SODA Day 2 was the official day for bidimensional dimensionality reduction in spaces of bounded doubling dimension (ok that almost made sense). Here are some highlights:
- I enjoyed Bidimensionality and EPTAS not because of the results themselves (which are interesting) but because the talk was great, and I learnt a lot about the basic framework of bidimensionality. The talk was low on technical details, but the main contribution of the paper is a stronger result connecting bidimensionality of a graph property to the existence of an (E)fficient PTAS for the problem. Earlier work needed a constant factor approximation algorithm to bootstrap the process, and they were able to relax that assumption.
- In the same session, Known Algorithms on Graphs on Bounded Treewidth are Probably Optimal was also cool. They showed that any progress on improving the exponential dependence on treewidth for a number of parametrized problems (for example from 2^tw to (2-eps)^tw) would break the Strong Exponential Time Hypothesis (i.e that SAT cannot be solved in (2-delta)^n time).
- A paper that drew a lot of attention (as seen by the huge influx of people into the room) was the work by Daskalakis and Papadimitriou (Christos gave a really great talk) on Continuous Local Search. In brief, they constructed a complexity class that combines the approximate fixpoints of PPAD and the local search of PLS and contains some natural problems from algorithmic game theory as well as numerical analysis. Indeed, gradient search can be viewed as a special example of elements of this class.

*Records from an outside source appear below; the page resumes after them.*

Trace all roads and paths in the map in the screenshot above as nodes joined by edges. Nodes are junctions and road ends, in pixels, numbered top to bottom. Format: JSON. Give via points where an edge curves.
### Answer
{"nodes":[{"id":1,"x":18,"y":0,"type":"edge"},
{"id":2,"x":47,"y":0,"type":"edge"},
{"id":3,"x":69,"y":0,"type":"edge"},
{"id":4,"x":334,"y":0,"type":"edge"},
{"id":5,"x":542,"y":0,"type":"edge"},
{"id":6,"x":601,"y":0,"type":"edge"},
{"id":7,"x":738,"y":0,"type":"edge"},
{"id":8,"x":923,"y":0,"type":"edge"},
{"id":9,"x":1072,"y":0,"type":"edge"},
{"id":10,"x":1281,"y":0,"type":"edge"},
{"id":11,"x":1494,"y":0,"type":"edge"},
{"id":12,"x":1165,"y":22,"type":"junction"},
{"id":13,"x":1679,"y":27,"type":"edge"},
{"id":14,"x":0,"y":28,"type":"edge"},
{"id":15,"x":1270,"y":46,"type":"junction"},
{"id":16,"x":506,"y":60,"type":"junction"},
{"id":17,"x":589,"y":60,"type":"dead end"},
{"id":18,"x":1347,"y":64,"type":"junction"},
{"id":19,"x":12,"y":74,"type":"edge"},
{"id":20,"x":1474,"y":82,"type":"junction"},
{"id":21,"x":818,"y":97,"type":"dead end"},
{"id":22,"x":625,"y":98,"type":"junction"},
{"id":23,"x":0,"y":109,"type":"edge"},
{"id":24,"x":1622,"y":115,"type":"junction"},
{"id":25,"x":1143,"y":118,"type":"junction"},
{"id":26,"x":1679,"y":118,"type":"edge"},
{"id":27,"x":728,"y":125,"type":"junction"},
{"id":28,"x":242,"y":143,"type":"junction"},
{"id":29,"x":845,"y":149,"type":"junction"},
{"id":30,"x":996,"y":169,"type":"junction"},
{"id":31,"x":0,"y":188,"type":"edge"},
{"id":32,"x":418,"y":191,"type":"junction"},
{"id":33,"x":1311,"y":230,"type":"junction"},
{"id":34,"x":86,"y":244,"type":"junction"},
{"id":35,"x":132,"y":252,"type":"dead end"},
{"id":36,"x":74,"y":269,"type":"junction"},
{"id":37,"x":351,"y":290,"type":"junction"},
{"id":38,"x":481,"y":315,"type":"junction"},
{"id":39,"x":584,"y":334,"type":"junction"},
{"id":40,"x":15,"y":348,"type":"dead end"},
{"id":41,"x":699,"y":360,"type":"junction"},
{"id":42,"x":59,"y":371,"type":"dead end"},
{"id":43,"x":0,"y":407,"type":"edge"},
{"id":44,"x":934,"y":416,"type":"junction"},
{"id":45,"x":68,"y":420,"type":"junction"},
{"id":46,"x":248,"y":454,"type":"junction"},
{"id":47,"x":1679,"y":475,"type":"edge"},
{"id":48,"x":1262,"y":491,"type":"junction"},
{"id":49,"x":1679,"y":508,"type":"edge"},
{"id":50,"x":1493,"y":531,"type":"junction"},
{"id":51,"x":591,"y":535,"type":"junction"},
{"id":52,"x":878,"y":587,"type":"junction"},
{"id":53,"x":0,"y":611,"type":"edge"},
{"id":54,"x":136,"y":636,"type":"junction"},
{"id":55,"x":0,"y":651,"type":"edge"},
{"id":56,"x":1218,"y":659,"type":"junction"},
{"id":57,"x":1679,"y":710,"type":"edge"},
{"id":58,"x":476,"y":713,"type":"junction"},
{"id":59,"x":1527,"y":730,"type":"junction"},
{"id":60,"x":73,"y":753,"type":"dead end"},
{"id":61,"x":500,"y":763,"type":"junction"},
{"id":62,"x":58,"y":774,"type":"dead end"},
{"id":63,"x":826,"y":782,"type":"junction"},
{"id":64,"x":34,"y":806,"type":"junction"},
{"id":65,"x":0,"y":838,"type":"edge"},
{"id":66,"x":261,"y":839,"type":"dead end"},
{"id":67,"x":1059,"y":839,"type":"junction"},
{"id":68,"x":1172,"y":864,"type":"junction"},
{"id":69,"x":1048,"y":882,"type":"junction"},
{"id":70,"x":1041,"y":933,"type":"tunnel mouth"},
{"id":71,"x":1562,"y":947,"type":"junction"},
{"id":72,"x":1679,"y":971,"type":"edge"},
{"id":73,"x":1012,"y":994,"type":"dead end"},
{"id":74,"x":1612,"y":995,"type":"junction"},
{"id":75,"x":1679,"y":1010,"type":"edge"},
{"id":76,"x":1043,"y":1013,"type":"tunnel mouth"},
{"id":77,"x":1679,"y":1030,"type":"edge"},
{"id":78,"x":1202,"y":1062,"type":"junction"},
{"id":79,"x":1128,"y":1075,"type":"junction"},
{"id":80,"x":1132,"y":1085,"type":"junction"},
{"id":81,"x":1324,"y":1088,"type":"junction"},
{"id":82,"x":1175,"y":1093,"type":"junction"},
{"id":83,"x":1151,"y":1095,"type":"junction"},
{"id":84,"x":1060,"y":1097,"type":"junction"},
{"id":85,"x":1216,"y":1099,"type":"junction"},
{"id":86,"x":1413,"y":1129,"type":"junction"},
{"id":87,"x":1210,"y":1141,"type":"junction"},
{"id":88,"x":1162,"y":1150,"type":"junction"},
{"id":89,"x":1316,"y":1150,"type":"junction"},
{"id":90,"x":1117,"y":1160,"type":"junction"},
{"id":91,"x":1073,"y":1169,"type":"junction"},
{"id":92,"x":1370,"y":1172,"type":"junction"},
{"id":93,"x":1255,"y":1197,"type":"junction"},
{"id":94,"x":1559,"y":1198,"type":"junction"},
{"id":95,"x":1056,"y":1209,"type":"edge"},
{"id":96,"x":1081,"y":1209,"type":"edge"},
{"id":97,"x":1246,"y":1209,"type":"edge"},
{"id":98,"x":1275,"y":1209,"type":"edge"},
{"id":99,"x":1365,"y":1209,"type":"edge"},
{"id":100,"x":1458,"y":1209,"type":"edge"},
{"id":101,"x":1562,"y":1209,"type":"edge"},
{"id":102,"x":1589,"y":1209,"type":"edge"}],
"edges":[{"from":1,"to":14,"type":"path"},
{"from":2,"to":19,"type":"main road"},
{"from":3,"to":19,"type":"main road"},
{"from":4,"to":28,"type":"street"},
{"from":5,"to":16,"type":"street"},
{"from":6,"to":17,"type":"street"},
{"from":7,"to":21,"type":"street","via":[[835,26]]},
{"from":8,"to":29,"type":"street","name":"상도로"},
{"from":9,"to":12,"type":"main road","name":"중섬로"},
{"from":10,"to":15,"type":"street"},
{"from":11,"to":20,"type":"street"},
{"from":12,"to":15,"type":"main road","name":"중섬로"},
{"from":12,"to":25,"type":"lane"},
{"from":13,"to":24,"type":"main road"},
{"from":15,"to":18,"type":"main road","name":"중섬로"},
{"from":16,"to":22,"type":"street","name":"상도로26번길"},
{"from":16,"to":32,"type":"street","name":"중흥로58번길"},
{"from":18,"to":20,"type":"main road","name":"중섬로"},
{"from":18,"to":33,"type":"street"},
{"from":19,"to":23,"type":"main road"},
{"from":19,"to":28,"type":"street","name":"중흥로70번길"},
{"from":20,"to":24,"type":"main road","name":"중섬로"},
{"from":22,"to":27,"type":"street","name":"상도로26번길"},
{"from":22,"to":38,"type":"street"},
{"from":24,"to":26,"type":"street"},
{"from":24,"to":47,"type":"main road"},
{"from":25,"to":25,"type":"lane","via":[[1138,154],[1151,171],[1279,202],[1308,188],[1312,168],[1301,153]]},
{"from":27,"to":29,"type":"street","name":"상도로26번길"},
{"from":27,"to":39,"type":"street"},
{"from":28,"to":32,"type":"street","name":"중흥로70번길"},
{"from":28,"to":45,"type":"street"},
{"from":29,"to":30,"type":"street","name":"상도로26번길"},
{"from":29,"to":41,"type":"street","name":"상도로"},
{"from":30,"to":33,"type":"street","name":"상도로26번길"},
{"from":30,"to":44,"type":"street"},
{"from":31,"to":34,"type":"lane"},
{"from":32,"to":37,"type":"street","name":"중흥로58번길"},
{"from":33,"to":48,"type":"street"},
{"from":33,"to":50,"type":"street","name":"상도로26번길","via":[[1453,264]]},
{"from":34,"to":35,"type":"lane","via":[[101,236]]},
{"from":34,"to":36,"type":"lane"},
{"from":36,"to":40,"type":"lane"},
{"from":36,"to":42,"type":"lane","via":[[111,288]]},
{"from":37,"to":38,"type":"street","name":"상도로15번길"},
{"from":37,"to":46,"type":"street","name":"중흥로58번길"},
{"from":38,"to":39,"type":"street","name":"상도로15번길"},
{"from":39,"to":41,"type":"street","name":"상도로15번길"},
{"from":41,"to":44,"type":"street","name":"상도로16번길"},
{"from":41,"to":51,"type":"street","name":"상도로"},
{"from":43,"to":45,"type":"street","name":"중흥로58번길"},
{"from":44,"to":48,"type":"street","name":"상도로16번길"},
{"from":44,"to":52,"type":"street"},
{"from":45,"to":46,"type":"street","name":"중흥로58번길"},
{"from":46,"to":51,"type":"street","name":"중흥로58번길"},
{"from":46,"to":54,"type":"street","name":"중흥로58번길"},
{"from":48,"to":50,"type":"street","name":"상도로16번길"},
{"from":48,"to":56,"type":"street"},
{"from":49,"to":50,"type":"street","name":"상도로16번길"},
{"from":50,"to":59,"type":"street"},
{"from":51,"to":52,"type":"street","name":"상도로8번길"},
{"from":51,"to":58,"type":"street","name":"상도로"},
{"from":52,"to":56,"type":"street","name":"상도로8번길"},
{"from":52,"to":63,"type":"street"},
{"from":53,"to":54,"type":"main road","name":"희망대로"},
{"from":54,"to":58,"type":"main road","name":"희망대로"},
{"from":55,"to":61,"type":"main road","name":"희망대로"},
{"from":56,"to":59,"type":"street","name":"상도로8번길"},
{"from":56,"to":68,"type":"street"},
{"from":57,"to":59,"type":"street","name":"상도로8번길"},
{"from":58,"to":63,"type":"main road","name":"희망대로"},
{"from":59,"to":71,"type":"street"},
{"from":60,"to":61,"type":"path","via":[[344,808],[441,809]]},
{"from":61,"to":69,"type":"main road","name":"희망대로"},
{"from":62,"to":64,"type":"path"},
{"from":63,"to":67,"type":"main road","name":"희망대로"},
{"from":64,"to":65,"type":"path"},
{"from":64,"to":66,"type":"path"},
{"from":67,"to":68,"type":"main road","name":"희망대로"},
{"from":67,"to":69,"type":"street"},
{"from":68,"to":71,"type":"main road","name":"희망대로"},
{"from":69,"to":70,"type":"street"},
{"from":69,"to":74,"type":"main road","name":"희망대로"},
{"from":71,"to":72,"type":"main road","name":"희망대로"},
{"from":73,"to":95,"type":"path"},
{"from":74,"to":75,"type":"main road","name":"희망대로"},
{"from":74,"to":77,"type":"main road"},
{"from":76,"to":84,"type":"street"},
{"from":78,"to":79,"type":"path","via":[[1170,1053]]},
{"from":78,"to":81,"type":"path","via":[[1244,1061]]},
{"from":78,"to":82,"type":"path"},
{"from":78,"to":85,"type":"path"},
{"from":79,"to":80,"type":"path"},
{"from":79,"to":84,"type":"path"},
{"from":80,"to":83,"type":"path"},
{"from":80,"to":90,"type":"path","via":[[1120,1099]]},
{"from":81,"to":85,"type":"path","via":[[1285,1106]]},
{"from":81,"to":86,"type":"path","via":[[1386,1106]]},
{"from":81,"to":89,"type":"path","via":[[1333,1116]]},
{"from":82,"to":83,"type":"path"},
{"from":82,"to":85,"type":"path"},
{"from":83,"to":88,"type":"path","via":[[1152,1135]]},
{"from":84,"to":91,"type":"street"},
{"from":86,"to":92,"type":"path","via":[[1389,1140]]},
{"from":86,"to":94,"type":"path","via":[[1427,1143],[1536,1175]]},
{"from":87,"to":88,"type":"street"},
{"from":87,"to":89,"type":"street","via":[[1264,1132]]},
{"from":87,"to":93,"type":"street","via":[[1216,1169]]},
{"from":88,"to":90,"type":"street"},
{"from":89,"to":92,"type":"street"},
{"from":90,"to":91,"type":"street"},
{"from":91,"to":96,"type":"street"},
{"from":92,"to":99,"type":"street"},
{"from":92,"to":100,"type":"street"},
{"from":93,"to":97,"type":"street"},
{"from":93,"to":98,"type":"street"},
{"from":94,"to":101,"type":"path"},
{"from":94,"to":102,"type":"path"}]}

- There was a whole session on approximate geometry, and doubling dimension played a key role in constructing efficient spanners, and in getting below the JL limit. Sandwiched between these was a local JL embeddability result, the idea being that if you only care about preserving distances in your (k)-neighborhood, you can get dimensionality reduction in terms of k, rather than n. The proof itself uses a variant of the Nash embedding theorem.